Süreç açısından her şey Bangalore’da ilk hocam Psikiyatri Profesörü Venkatasubramanian ile başladı. Bana gerçekten ilham verdi. NIMHANS'ta Bangalore’de şizofrenide beyin patolojileri hakkında araştırma yapmak için hastaların beyin taramalarını ve sağlık bilgilerini topladık. Özellikle önemli olan erken aşamada ve tedavi edilmemiş durumdaki hastaların beyin taramalarıydı. Çünkü kronik (uzun süreli) hastalıkların ve ilaç kullanımının beyinde değişme neden olabileceğini biliyorduk. Bireyin ‘erken’ evredeki bilgilerine ulaşmak en iyi sonuçları almak için doğru zamandı. Bu verileri yaklaşık yüz hasta ve yüz sağlıklı gönüllüden elde ettikten sonra şizofreniyi öngörmek için makine öğrenimi modelleri geliştirmeye başladım. Bu arada doktora derecemi aldım ve Bangalore'den Edmonton'a taşındım. Bu çalışmaya makine öğrenimi uzmanı Prof. Russ Greiner (Computational Psychiatry lab.) ve psikiyatri araştırmalarında Prof. Andrew Greenshaw’dan oluşan bir ekiple devam ettim. Bu projeye katkıda bulunan diğer kişiler Rimjhim Agrawal, Venkataram Shivakumar, Janardhanan Narayanaswamy, Matthew Brown ve Serdar Dursun'dur. Fikrin oluşumundan Nature’da (Nature Şizofreni) yayımlanmaya kadar çalışma 7-8 yıl sürdü.
Çalışmanız nerede kullanılacak?
İdeal olarak, bu çalışmada geliştirilen model, ileride doğru tanı koymak için klinik uygulamada kullanılacaktır. Psikiyatrist, bu aracı patologların daha iyi ve kanıta dayalı klinik kararlar almak için mikroskop kullanması gibi kullanabilir.
Ancak bu aşamaya gelmeden önce çok şey yapılması gerekiyor. AI, hastaları teşhis ve tedavi etme biçimimizde büyük değişiklikler meydana getirebilir. Yönetim organları ve psikiyatristler tarafından dile getirilen güvenilirlik, etik gibi farklı çözülmesi gereken ucu açık konular var. Örneğin; Hastaya yanlış teşhis konulursa, kim sorumlu olacak? Aleti kullanan doktor mu, veriyi toplayan kişiler mi ya da bir bilgisayar kodu mu? Bunlar henüz çözülmemiş noktalar.

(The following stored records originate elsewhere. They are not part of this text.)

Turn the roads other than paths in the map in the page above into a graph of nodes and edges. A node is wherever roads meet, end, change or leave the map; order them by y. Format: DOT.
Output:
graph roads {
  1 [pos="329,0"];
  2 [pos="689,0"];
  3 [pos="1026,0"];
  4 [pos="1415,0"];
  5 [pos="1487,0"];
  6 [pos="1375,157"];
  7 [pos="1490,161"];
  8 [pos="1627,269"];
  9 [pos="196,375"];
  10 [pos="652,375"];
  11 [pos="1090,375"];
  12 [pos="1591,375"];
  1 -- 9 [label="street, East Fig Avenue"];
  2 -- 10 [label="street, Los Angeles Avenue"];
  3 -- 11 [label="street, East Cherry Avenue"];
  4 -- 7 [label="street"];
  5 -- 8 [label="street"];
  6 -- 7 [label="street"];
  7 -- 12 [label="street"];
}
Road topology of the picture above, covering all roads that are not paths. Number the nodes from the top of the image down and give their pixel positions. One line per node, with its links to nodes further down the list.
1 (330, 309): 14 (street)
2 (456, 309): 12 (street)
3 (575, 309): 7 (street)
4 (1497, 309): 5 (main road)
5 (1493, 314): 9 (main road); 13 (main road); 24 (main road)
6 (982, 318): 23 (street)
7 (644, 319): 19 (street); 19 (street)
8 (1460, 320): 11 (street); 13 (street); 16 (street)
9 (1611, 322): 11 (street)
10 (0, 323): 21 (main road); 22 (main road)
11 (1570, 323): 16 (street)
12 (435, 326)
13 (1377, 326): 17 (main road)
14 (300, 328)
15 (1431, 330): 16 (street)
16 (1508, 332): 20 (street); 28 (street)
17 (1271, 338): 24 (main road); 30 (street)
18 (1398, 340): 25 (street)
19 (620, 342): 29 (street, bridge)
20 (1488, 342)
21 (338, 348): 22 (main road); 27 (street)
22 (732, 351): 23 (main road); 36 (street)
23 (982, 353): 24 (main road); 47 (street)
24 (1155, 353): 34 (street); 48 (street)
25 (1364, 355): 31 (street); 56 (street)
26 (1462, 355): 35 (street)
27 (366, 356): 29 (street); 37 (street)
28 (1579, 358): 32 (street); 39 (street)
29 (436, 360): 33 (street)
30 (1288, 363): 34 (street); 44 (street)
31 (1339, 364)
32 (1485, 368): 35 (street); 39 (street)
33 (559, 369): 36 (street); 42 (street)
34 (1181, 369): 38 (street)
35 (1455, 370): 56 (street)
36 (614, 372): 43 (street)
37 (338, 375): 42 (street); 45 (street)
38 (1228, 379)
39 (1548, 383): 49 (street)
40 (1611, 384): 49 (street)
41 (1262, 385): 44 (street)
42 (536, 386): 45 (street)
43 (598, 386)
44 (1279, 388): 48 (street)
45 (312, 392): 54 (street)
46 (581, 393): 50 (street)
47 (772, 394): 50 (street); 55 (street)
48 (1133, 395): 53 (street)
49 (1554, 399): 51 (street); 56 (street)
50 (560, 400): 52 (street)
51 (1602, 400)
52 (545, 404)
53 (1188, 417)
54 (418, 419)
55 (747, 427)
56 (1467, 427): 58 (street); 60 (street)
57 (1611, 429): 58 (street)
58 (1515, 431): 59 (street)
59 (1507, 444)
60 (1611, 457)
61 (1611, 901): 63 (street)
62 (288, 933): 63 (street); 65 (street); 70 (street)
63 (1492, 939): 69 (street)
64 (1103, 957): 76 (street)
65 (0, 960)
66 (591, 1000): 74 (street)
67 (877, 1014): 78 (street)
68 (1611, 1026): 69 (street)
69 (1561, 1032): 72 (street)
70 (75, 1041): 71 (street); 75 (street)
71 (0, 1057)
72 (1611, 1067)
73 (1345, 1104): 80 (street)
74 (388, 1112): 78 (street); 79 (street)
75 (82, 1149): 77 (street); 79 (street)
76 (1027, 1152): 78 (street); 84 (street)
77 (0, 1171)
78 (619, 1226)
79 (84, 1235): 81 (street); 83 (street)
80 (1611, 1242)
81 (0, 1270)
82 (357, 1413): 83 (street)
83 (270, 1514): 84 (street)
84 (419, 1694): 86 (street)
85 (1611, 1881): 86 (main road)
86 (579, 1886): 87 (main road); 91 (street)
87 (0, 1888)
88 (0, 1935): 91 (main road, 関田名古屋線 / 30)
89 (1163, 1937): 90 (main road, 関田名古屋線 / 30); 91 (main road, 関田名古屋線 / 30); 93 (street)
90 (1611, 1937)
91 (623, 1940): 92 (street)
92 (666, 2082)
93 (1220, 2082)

Gelecekte günlük hareketlerimizi izleyen ve bunları internette teşhis edebilen algoritmalar yapabileceğinizi düşünüyor musunuz?
Bu soruyu “makinelerin günlük hareketlerimizi temel alarak şizofreni teşhisi yapıp yapamayacağı?” olarak anlıyorum. Cevabım ise; evet. İnsanların günlük davranış kalıplarını izleyerek, teoride çeşitli psikiyatrik bozuklukların erken teşhisi için etkili sistemler bulabiliriz. En yakın güncel örnekler olarak, Twitter feed'lerinden depresyonun tahmin edilmesinde başarılı olacağı düşünülen çalışmalar yapıldı. Ayrıca, doğal dil işleme kullanılarak şizofreni tanısında konuşma örüntüleri kullanılabilir. Bununla birlikte, bu verilerin nasıl toplanacağı da bir başka etik sorun.
Bu verilerin ticari çıkarlar veya kötü niyetler için kullanılıp kullanılamayacağı konusunda güvenlik endişeleri olabilir. AI, belirli bir görev için tasarlanmış bir mutfak bıçağı gibidir, ancak bazı insanlar bunları yanlış amaçlar için kullanabilir. Şu an insanların tüm finansal varlıklarının güvenliği için internet bankacılığı şifrelerine ve kredi kartı pinlerine güvendiği bir zaman dilimindeyiz. Bence kişisel verileri, küresel sağlığın iyileştirilmesinde etik olarak kullanmak mümkün. Ancak, düzenleyici kurumlar ve diğer paydaşlar, bilim insanlarına bunun mümkün olabileceği altyapıyı sağlamalı. Her yıl bu gibi sebeplerle büyük miktarda bilimsel ilerleme engelliyor ve sekteye uğruyor.